Course Catalog Description
An overview of the literature, visual arts, and social thought produced in Armenia and its transnational diaspora since the collapse of the Soviet Union and the establishment of Armenia’s independence in 1991. The course examines contemporary developments in the arts in the context of the major socio-political changes of the period.
Class Description
This class centers on the response of literary and visual artists to two major calamities that occurred in Armenia in the late Soviet and early post-Soviet periods: the earthquake of 1988 and the first war of Artsakh (1988-1994). This course covers a range of texts to look at the differing ways these calamities were represented: novels, short stories, poems, films, photographs, philosophical essays, and academic articles.
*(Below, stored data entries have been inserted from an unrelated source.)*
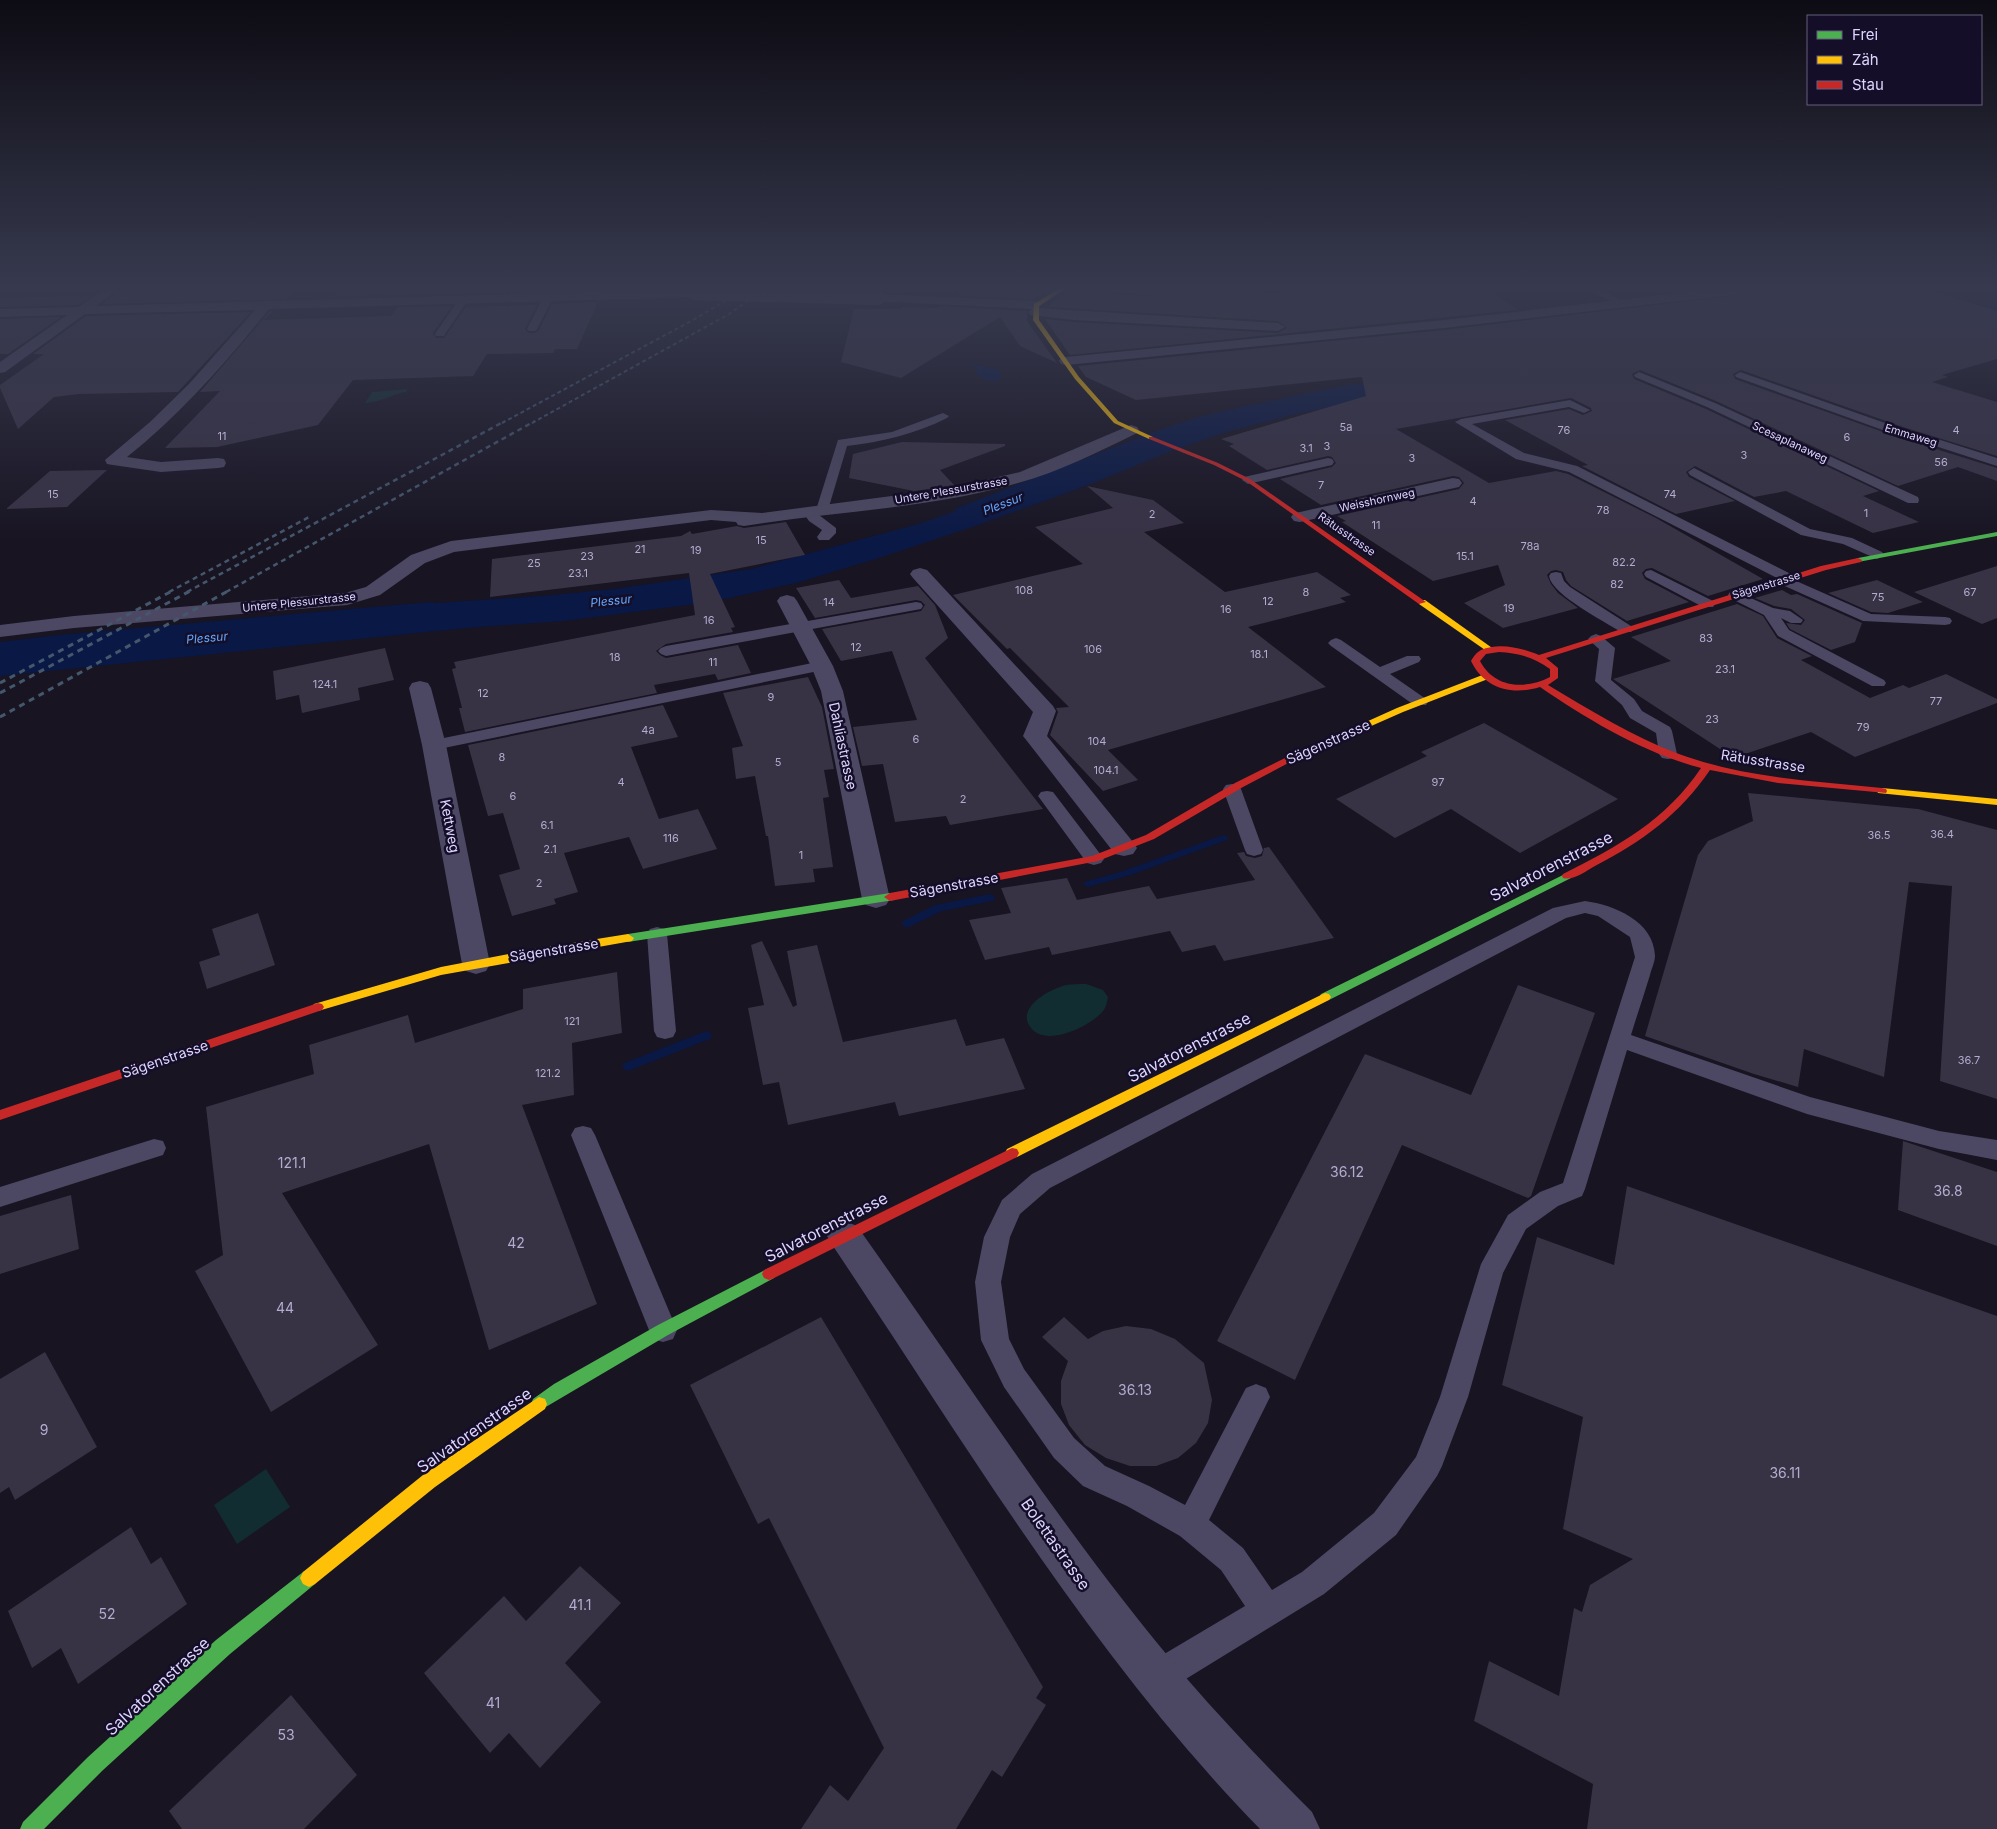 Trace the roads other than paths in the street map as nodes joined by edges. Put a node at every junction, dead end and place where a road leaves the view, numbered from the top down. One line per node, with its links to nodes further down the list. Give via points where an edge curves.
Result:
1 (209, 372): 12 (street, via 140,440 113,460 161,467)
2 (1074, 372): 7 (street, Rätusstrasse, via 1107,413 1119,424)
3 (1639, 375): 16 (lane, Scesaplanaweg, via 1711,405)
4 (1740, 375): 9 (lane, Emmaweg, via 1898,432)
5 (1584, 410): 27 (lane, via 1570,403 1462,422 1520,456 1573,469 1739,549)
6 (943, 416): 17 (lane, via 897,436 842,443)
7 (1136, 432): 14 (street, Rätusstrasse); 17 (street, Untere Plessurstrasse, via 1014,479 960,491)
8 (1980, 444): 9 (lane)
9 (1964, 451): 11 (lane, Emmaweg)
10 (1328, 462): 14 (lane)
11 (1997, 462)
12 (218, 463)
13 (1694, 472): 22 (lane, via 1803,533 1848,541)
14 (1248, 480): 18 (street, Rätusstrasse)
15 (1453, 483): 18 (street, Weisshornweg)
16 (1912, 500)
17 (816, 511): 19 (street, Untere Plessurstrasse); 21 (lane, via 814,518 829,528)
18 (1300, 517): 40 (street, Rätusstrasse)
19 (762, 518): 23 (street, Untere Plessurstrasse); 37 (street, Untere Plessurstrasse, via 710,515 451,546 418,559 373,592 348,598)
20 (1997, 534): 22 (street, Sägenstrasse)
21 (824, 537)
22 (1877, 555): 27 (street, Sägenstrasse)
23 (444, 560)
24 (920, 574): 57 (street, via 1045,711 1035,736)
25 (1651, 574): 30 (lane)
26 (1556, 576): 36 (lane, via 1565,590)
27 (1786, 579): 28 (street, Sägenstrasse); 34 (lane, via 1868,618)
28 (1736, 595): 30 (street, Sägenstrasse); 32 (lane)
29 (787, 601): 35 (street, Dahliastrasse)
30 (1708, 604): 36 (street, Sägenstrasse)
31 (916, 606): 35 (lane)
32 (1770, 612): 33 (lane); 47 (lane, via 1783,632)
33 (1796, 620)
34 (1945, 621)
35 (801, 626): 41 (lane); 44 (street, Dahliastrasse)
36 (1626, 630): 38 (street, Sägenstrasse)
37 (0, 631)
38 (1596, 640): 42 (street, Sägenstrasse); 52 (lane, via 1607,648 1603,681 1628,702 1636,714 1664,730)
39 (1336, 644): 45 (lane)
40 (1491, 650): 42 (street, via 1516,650); 46 (street, via 1483,652 1476,661)
41 (666, 651)
42 (1541, 657): 48 (street, via 1554,668 1555,673 1550,683)
43 (1413, 659): 45 (lane)
44 (822, 666): 51 (lane); 60 (street, Dahliastrasse, via 832,691)
45 (1378, 673): 50 (lane)
46 (1484, 677): 48 (street, via 1513,687); 50 (street, Sägenstrasse)
47 (1878, 683)
48 (1543, 686): 52 (street, Rätusstrasse, via 1627,735)
49 (420, 688): 51 (street, Kettweg)
50 (1420, 702): 54 (street, Sägenstrasse, via 1310,748)
51 (434, 745): 62 (street, Kettweg)
52 (1668, 754): 53 (street, Rätusstrasse)
53 (1707, 767): 56 (street, Rätusstrasse, via 1774,780); 70 (street, Salvatorenstrasse, via 1695,787 1670,814 1614,853)
54 (1232, 789): 57 (street, Sägenstrasse, via 1150,838); 58 (lane)
55 (1047, 796): 59 (lane)
56 (1997, 802)
57 (1124, 848): 59 (street, Sägenstrasse)
58 (1254, 850)
59 (1094, 859): 60 (street, Sägenstrasse)
60 (876, 899): 61 (street, Sägenstrasse)
61 (657, 934): 62 (street, Sägenstrasse); 63 (lane)
62 (476, 964): 65 (street, Sägenstrasse, via 403,980)
63 (665, 1031)
64 (1619, 1039): 68 (lane, via 1807,1105 1939,1140); 73 (lane, via 1645,957 1639,934 1603,910 1585,907 1560,913 1041,1181 1011,1207 997,1237 988,1282 995,1340 1014,1378 1064,1448 1094,1476); 74 (lane, via 1574,1189 1549,1199 1518,1222 1490,1272 1454,1396 1427,1466 1385,1524 1313,1583)
65 (0, 1115)
66 (583, 1135): 71 (lane)
67 (154, 1148): 69 (lane)
68 (1997, 1150)
69 (0, 1198)
70 (845, 1236): 71 (street, Salvatorenstrasse); 75 (street, Bolettastrasse, via 1066,1560)
71 (663, 1330): 76 (street, Salvatorenstrasse, via 560,1389 429,1481 223,1647 95,1764)
72 (1256, 1397): 73 (lane)
73 (1191, 1525): 74 (lane, via 1232,1559)
74 (1268, 1611): 75 (lane)
75 (1156, 1678): 77 (street, Bolettastrasse, via 1252,1788)
76 (30, 1829)
77 (1295, 1829)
We will start the course by looking at these moments first in a historical context and then examining the responses of manly writers and filmmakers that represented these two calamities in their texts both in the Republic of Arminia and its transnational diaspora, which include those from Georgia, Lebanon, Syria, Egypt and other parts of North Africa, Turkey, Russia, Portugal, Canada, and the United States.
Some of the questions we will examine in this class include: how does poetry represent calamity and trauma? How does film? What are the ways in which these texts attempts to serve as witnesses to genocide, war, exile, and displacement? Can they serve witness? In what ways? What are the limitations of such representations? What do these forms of creation offer that oral histories cannot? What is the role of fiction versus testimony in working through the past? How does one deal with moving forward?
The end of this course will offer also insight into the movement of Armenian Futurism, and will look at the ways in which this movement finds parallels with other futurism, primarily Afro-futurism and Indigenous futurisms? How are the ways in which cultures can use visual and literary storytelling to heal from such traumas and look to a future that both acknowledges its past, but can also generate a healthy understanding and community from it.
Class Notes
Although very few courses are canceled, Berkeley Summer Sessions reserves the right to cancel a course if it does not reach minimum enrollments 4 weeks before the start of the session. In the case of a course cancellation, all enrolled students are notified by email, dropped from the class, and no l..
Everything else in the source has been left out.